Abstract

One of the most common burdens that affects 30-50% of the population each year is neck pain (Hogg-Johnson et al, 2008). A common sub category of neck pain is subclinical neck pain (SCNP), defined as recurrent mild-moderate neck pain in which the patient has not been treated (Lee et al., 2005). A study conducted by Daligadu et al., demonstrated that those with SCNP have altered cerebellar processing possibly due to altered afferent sensory information from the neck (Daligadu et al, 2013). This could lead to decreased muscular endurance, range of motion and cervical kinesthesia (Daligadu et al, 2013). Goal directed upper limb movement utilizes processes such as feedforward and feedback processing, which are processed mainly in the cerebellum, to detect and accurately reach a target. The process of accurate movement planning and execution requires the central nervous system (CNS) to closely monitor movement planning and amend the execution of movement through pre-planned strategies and visual feedback (Mackrous & Proteau, 2016). The goal of this study is to determine the visual contribution to a goal directed aiming protocol, (using Eye Link II eye tracking system), and pilot the task on both SCNP and control participants.

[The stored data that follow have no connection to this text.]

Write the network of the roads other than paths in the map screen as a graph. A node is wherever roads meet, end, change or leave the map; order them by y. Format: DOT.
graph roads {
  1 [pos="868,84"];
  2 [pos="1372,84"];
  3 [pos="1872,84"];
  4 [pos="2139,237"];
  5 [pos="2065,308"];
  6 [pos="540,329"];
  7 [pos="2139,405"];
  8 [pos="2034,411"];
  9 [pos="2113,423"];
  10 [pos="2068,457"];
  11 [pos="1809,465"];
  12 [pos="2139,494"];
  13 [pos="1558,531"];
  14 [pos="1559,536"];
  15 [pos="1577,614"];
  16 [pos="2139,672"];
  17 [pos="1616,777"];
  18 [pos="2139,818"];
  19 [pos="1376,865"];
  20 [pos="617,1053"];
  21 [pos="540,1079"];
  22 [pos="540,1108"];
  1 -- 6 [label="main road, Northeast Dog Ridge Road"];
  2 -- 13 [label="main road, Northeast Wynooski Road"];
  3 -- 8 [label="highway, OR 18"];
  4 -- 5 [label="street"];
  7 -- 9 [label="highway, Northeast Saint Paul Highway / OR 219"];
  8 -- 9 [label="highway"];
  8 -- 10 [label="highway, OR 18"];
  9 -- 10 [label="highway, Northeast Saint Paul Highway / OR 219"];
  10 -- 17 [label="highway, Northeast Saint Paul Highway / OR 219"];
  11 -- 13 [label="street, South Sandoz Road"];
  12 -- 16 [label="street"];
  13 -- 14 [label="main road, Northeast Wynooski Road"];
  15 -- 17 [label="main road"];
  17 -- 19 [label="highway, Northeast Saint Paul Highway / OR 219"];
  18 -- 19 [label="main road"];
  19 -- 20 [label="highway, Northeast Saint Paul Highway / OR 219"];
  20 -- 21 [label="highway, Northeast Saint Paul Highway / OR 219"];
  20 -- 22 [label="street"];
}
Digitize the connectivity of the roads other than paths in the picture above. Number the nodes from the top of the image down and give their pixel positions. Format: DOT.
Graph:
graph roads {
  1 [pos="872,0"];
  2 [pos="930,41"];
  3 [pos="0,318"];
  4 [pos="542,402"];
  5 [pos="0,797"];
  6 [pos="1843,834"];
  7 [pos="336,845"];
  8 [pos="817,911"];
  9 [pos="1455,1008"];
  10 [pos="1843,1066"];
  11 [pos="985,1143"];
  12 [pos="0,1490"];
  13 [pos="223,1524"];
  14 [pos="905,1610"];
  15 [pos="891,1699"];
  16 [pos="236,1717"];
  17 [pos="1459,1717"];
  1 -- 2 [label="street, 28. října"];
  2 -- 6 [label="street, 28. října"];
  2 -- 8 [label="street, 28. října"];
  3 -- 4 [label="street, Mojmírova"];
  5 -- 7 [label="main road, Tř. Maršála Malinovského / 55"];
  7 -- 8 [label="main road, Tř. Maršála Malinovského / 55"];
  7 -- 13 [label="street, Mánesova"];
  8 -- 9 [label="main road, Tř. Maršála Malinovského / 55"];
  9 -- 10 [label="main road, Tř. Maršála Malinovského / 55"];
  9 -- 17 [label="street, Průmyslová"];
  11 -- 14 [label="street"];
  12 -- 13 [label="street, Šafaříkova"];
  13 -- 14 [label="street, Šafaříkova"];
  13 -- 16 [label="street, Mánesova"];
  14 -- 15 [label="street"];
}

The pilot study recruited 4 right-handed students between the age of 18-30 years; 2 SCNP participants and 2 control participants. The goal was to have 12 participants in each group but data collection was halted due to Covid-19.  Each participant completed a goal directed vertical aiming task, which comprised of 4 blocks of 30 trials. Participants were instructed to utilize a light or heavy stylus to complete the movement (in random order). Various results are estimated from the study. Firstly, SCNP group had longer movement times and this was evident with greater time to and after peak velocity. Secondly, a faster reaction time is seen in SCNP group. Quicker reaction time indicates that those with SCNP do not rely on planning movements, rather they spent more time after peak velocity to allow for more visual processing to guide their limb to the target. Furthermore, we expect eye data to reveal SCNP participants to have a faster saccade reaction time and longer fixation duration. These preliminary results suggest that the brain may adopt different reaching strategies when sensory feedback from the neck is altered.